Exercise goal
A faithful copy of every entry is the goal; keep the images out of it.

Dataset excerpts

=== Section Start ===

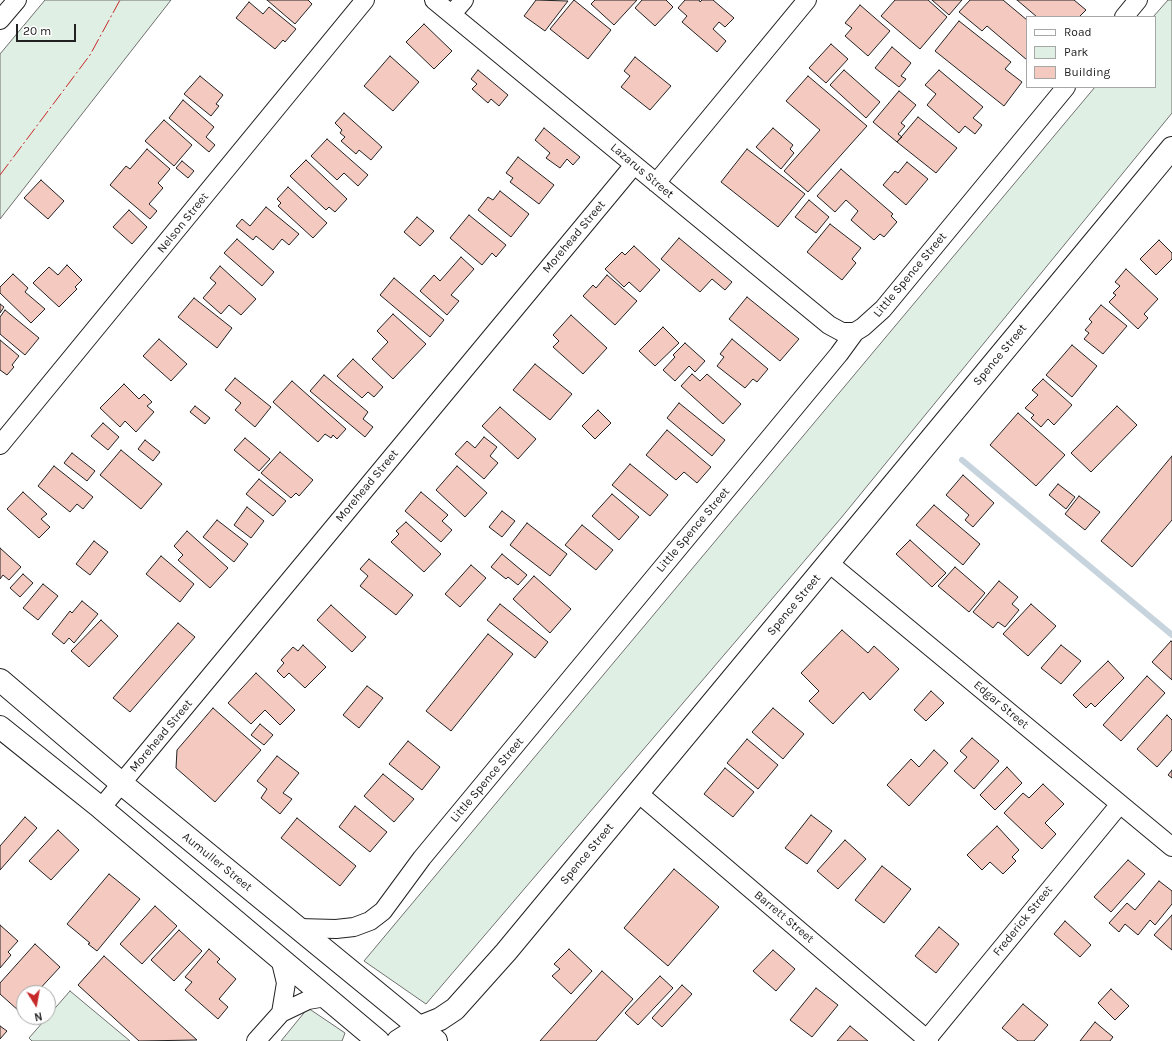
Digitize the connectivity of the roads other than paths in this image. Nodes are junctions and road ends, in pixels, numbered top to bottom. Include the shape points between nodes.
1 (365, 0) edge
2 (434, 0) edge
3 (464, 0) edge
4 (807, 0) edge
5 (1138, 0) edge
6 (13, 1) edge
7 (452, 14) junction
8 (1125, 16) edge
9 (0, 20) edge
10 (1065, 88) edge
11 (1172, 148) edge
12 (634, 165) junction
13 (656, 183) junction
14 (854, 332) junction
15 (0, 445) edge
16 (829, 563) junction
17 (0, 680) edge
18 (0, 727) edge
19 (121, 783) junction
20 (638, 793) junction
21 (1120, 804) junction
22 (101, 808) junction
23 (1172, 847) edge
24 (299, 928) junction
25 (280, 958) junction
26 (326, 997) junction
27 (281, 1012) junction
28 (428, 1034) edge
29 (928, 1040) edge
30 (256, 1041) edge
31 (378, 1041) edge
32 (398, 1041) edge

1 - 15 street, Nelson Street
2 - 7 street, Lazarus Street
3 - 7 street
4 - 13 street
5 - 8 street
6 - 9 street
7 - 12 street, Lazarus Street
10 - 14 street, Little Spence Street via 883,310 863,328
11 - 16 street, Spence Street
12 - 13 street, Lazarus Street
12 - 19 street, Morehead Street
13 - 14 street, Lazarus Street via 832,327 842,332
14 - 24 street, Little Spence Street via 839,354 427,852 383,911 370,921 354,927
16 - 20 street, Spence Street
16 - 21 street, Edgar Street
17 - 19 street, Aumuller Street
18 - 22 street
19 - 22 street, Morehead Street
19 - 24 street, Aumuller Street
20 - 28 street, Spence Street via 506,952 463,1001
20 - 29 street, Barrett Street
21 - 23 street, Edgar Street
21 - 29 street, Frederick Street
22 - 25 street
24 - 28 street, Aumuller Street
25 - 26 street
25 - 27 street via 286,983
26 - 27 street via 308,1000
26 - 31 street
27 - 30 street
28 - 32 street, Spence Street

=== Section End ===

Exercise response
Digitize the connectivity of the roads other than paths in this image. Nodes are junctions and road ends, in pixels, numbered top to bottom. Include the shape points between nodes.
1 (365, 0) edge
2 (434, 0) edge
3 (464, 0) edge
4 (807, 0) edge
5 (1138, 0) edge
6 (13, 1) edge
7 (452, 14) junction
8 (1125, 16) edge
9 (0, 20) edge
10 (1065, 88) edge
11 (1172, 148) edge
12 (634, 165) junction
13 (656, 183) junction
14 (854, 332) junction
15 (0, 445) edge
16 (829, 563) junction
17 (0, 680) edge
18 (0, 727) edge
19 (121, 783) junction
20 (638, 793) junction
21 (1120, 804) junction
22 (101, 808) junction
23 (1172, 847) edge
24 (299, 928) junction
25 (280, 958) junction
26 (326, 997) junction
27 (281, 1012) junction
28 (428, 1034) edge
29 (928, 1040) edge
30 (256, 1041) edge
31 (378, 1041) edge
32 (398, 1041) edge

1 - 15 street, Nelson Street
2 - 7 street, Lazarus Street
3 - 7 street
4 - 13 street
5 - 8 street
6 - 9 street
7 - 12 street, Lazarus Street
10 - 14 street, Little Spence Street via 883,310 863,328
11 - 16 street, Spence Street
12 - 13 street, Lazarus Street
12 - 19 street, Morehead Street
13 - 14 street, Lazarus Street via 832,327 842,332
14 - 24 street, Little Spence Street via 839,354 427,852 383,911 370,921 354,927
16 - 20 street, Spence Street
16 - 21 street, Edgar Street
17 - 19 street, Aumuller Street
18 - 22 street
19 - 22 street, Morehead Street
19 - 24 street, Aumuller Street
20 - 28 street, Spence Street via 506,952 463,1001
20 - 29 street, Barrett Street
21 - 23 street, Edgar Street
21 - 29 street, Frederick Street
22 - 25 street
24 - 28 street, Aumuller Street
25 - 26 street
25 - 27 street via 286,983
26 - 27 street via 308,1000
26 - 31 street
27 - 30 street
28 - 32 street, Spence Street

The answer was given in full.